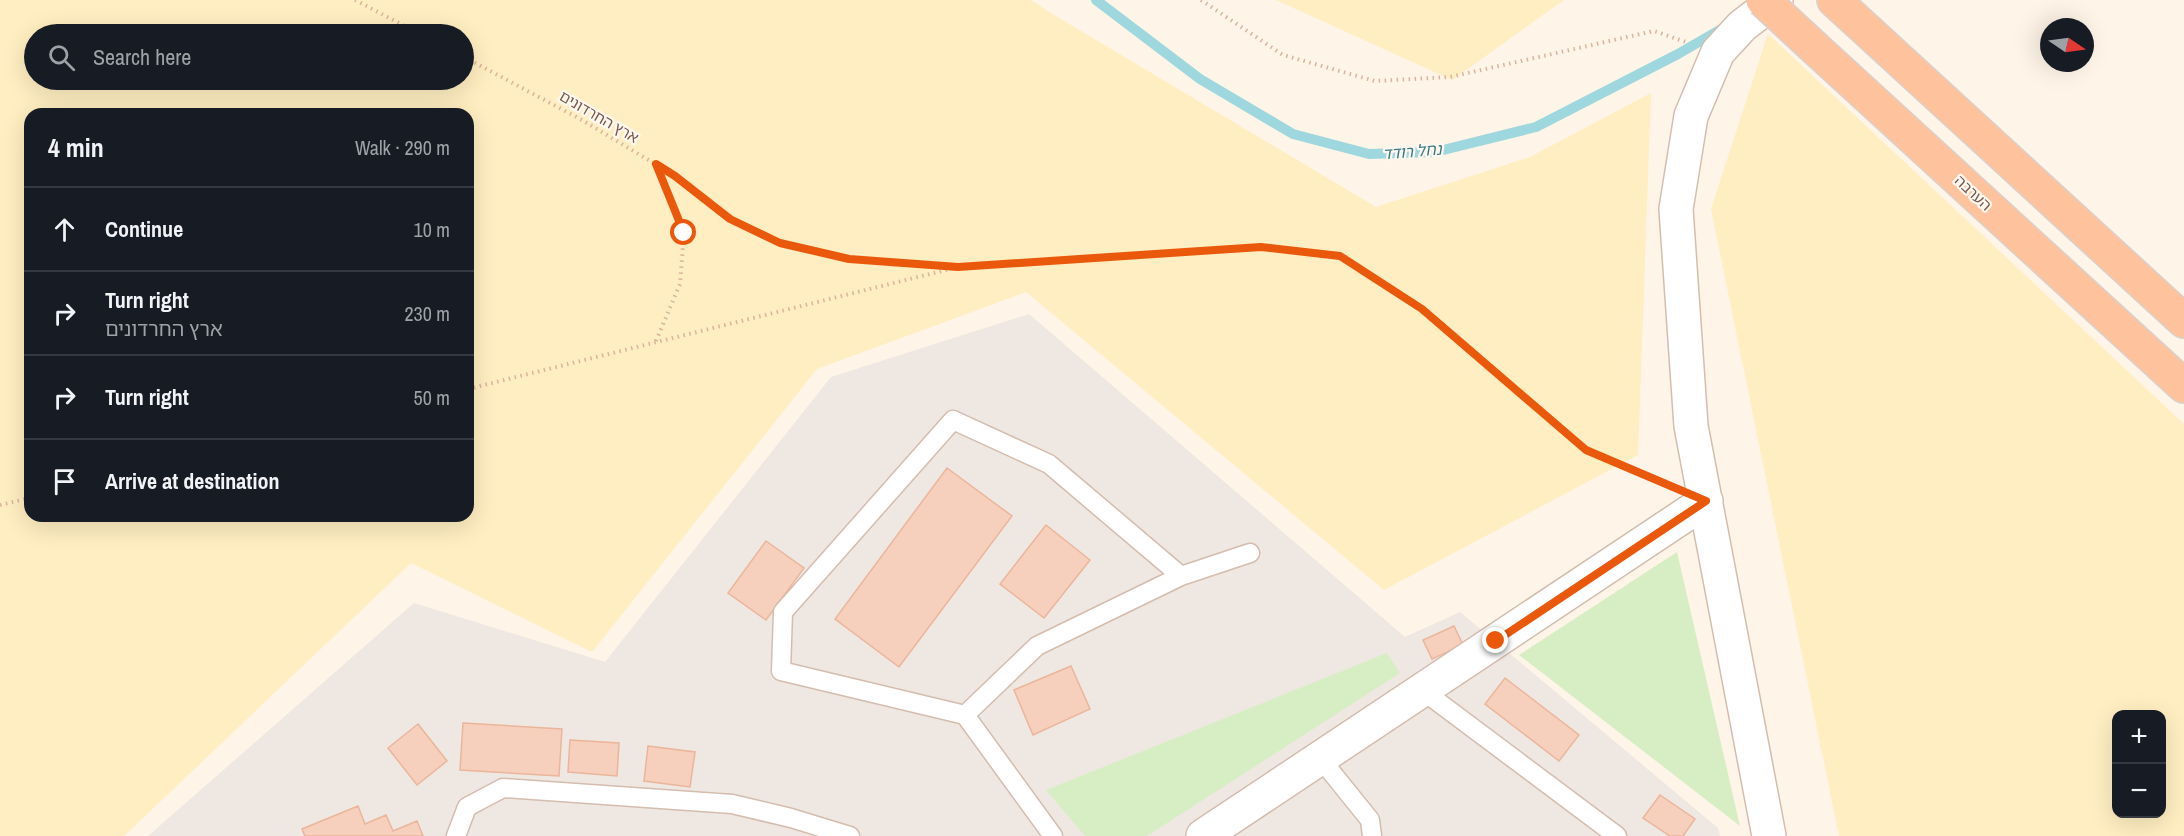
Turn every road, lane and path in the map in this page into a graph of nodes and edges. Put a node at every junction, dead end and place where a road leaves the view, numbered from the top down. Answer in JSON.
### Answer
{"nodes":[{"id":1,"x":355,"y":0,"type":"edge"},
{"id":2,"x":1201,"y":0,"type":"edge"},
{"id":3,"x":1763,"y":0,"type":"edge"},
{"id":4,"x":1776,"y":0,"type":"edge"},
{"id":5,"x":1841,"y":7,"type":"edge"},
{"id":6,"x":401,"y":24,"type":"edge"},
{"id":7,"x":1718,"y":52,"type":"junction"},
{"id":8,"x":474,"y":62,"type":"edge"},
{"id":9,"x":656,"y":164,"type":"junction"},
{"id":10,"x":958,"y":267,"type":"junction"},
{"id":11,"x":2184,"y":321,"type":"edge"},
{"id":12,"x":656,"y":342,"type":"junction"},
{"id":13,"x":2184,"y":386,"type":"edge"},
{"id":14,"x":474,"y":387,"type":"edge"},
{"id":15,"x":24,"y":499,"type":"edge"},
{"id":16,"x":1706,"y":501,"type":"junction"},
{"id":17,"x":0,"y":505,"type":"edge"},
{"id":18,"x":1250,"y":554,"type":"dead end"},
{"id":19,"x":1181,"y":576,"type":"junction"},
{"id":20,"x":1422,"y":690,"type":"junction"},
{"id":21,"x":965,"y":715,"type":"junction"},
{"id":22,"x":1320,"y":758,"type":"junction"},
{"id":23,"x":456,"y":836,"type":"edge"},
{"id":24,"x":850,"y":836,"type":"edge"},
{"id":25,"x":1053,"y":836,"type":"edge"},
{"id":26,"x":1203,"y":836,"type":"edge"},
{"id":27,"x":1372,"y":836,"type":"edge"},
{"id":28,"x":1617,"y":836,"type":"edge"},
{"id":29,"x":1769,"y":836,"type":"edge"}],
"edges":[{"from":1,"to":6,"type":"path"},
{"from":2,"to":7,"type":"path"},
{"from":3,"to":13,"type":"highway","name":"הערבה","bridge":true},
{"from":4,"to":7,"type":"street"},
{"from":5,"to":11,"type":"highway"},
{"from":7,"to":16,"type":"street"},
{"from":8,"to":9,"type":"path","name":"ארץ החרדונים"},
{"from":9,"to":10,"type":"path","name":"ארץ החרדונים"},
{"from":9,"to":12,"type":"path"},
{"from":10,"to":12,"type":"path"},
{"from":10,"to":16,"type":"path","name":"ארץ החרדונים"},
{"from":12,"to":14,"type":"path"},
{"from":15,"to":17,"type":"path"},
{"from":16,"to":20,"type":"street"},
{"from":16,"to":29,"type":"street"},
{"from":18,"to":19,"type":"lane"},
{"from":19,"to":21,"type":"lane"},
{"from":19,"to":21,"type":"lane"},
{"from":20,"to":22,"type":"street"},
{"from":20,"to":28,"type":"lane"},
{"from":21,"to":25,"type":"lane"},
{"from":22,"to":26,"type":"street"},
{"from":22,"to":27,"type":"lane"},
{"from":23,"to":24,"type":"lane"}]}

What you need to do: In the material above, which lines contain "path"? Copy each of them.

Result for this exercise:
Turn every road, lane and path in the map in this page into a graph of nodes and edges. Put a node at every junction, dead end and place where a road leaves the view, numbered from the top down. Answer in JSON.
"edges":[{"from":1,"to":6,"type":"path"},
{"from":2,"to":7,"type":"path"},
{"from":8,"to":9,"type":"path","name":"ארץ החרדונים"},
{"from":9,"to":10,"type":"path","name":"ארץ החרדונים"},
{"from":9,"to":12,"type":"path"},
{"from":10,"to":12,"type":"path"},
{"from":10,"to":16,"type":"path","name":"ארץ החרדונים"},
{"from":12,"to":14,"type":"path"},
{"from":15,"to":17,"type":"path"},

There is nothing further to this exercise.